WHAT YOU WILL DO
Would you repeat the listing below exactly, with no pictures in it?

DATA FOR THIS TASK
※

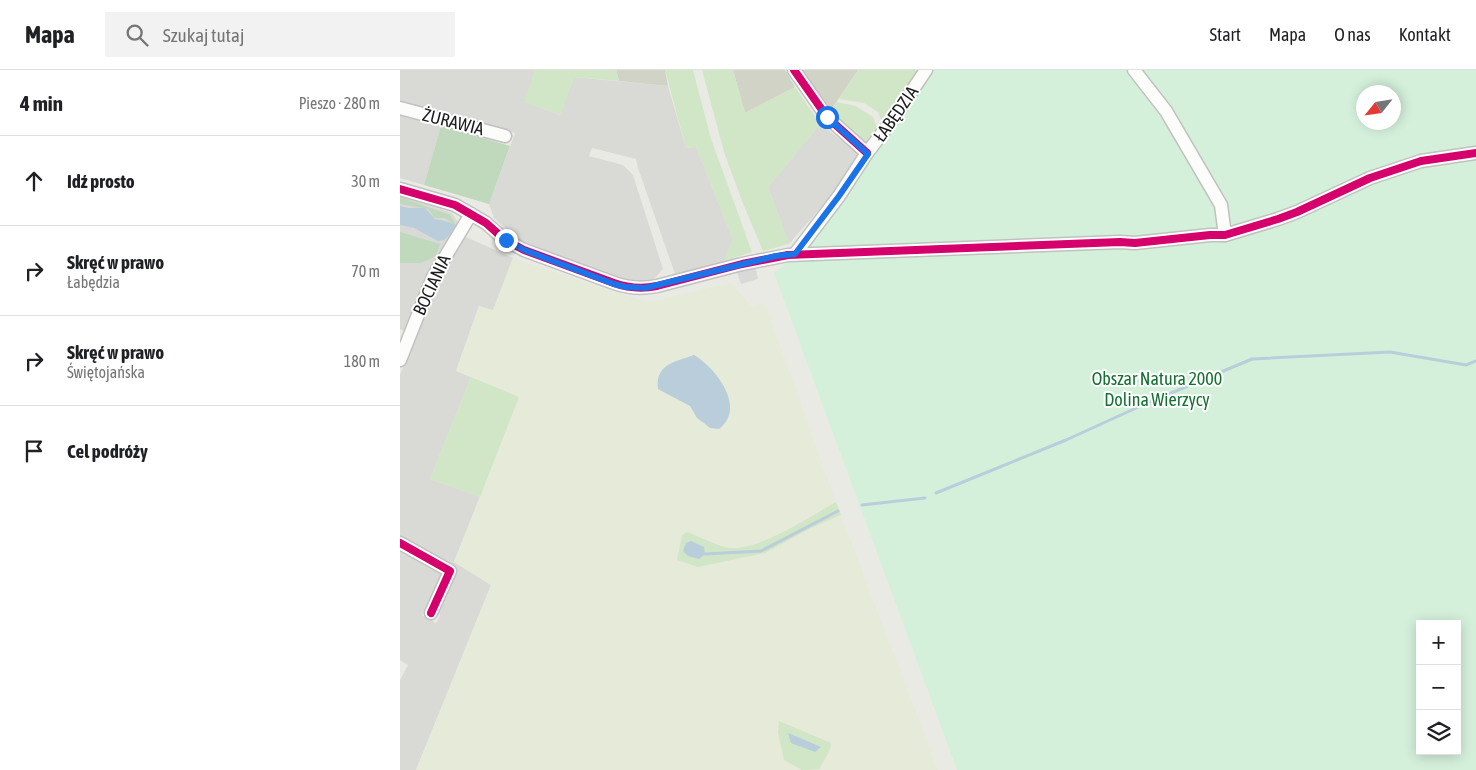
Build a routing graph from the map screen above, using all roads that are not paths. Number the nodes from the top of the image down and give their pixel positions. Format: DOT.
graph roads {
  1 [pos="794,70"];
  2 [pos="926,70"];
  3 [pos="1134,70"];
  4 [pos="400,108"];
  5 [pos="505,136"];
  6 [pos="1476,153"];
  7 [pos="868,154"];
  8 [pos="400,189"];
  9 [pos="471,214"];
  10 [pos="1225,234"];
  11 [pos="795,254"];
  12 [pos="400,360"];
  13 [pos="400,543"];
  14 [pos="431,613"];
  1 -- 7 [label="street"];
  2 -- 7 [label="street, ŁABĘDZIA"];
  3 -- 10 [label="street"];
  4 -- 5 [label="street, ŻURAWIA"];
  6 -- 10 [label="street"];
  7 -- 11 [label="street, ŁABĘDZIA"];
  8 -- 9 [label="street"];
  9 -- 11 [label="street"];
  9 -- 12 [label="street, BOCIANIA"];
  10 -- 11 [label="street"];
  13 -- 14 [label="street"];
}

※

RESPONSE
Build a routing graph from the map screen above, using all roads that are not paths. Number the nodes from the top of the image down and give their pixel positions. Format: DOT.
graph roads {
  1 [pos="794,70"];
  2 [pos="926,70"];
  3 [pos="1134,70"];
  4 [pos="400,108"];
  5 [pos="505,136"];
  6 [pos="1476,153"];
  7 [pos="868,154"];
  8 [pos="400,189"];
  9 [pos="471,214"];
  10 [pos="1225,234"];
  11 [pos="795,254"];
  12 [pos="400,360"];
  13 [pos="400,543"];
  14 [pos="431,613"];
  1 -- 7 [label="street"];
  2 -- 7 [label="street, ŁABĘDZIA"];
  3 -- 10 [label="street"];
  4 -- 5 [label="street, ŻURAWIA"];
  6 -- 10 [label="street"];
  7 -- 11 [label="street, ŁABĘDZIA"];
  8 -- 9 [label="street"];
  9 -- 11 [label="street"];
  9 -- 12 [label="street, BOCIANIA"];
  10 -- 11 [label="street"];
  13 -- 14 [label="street"];
}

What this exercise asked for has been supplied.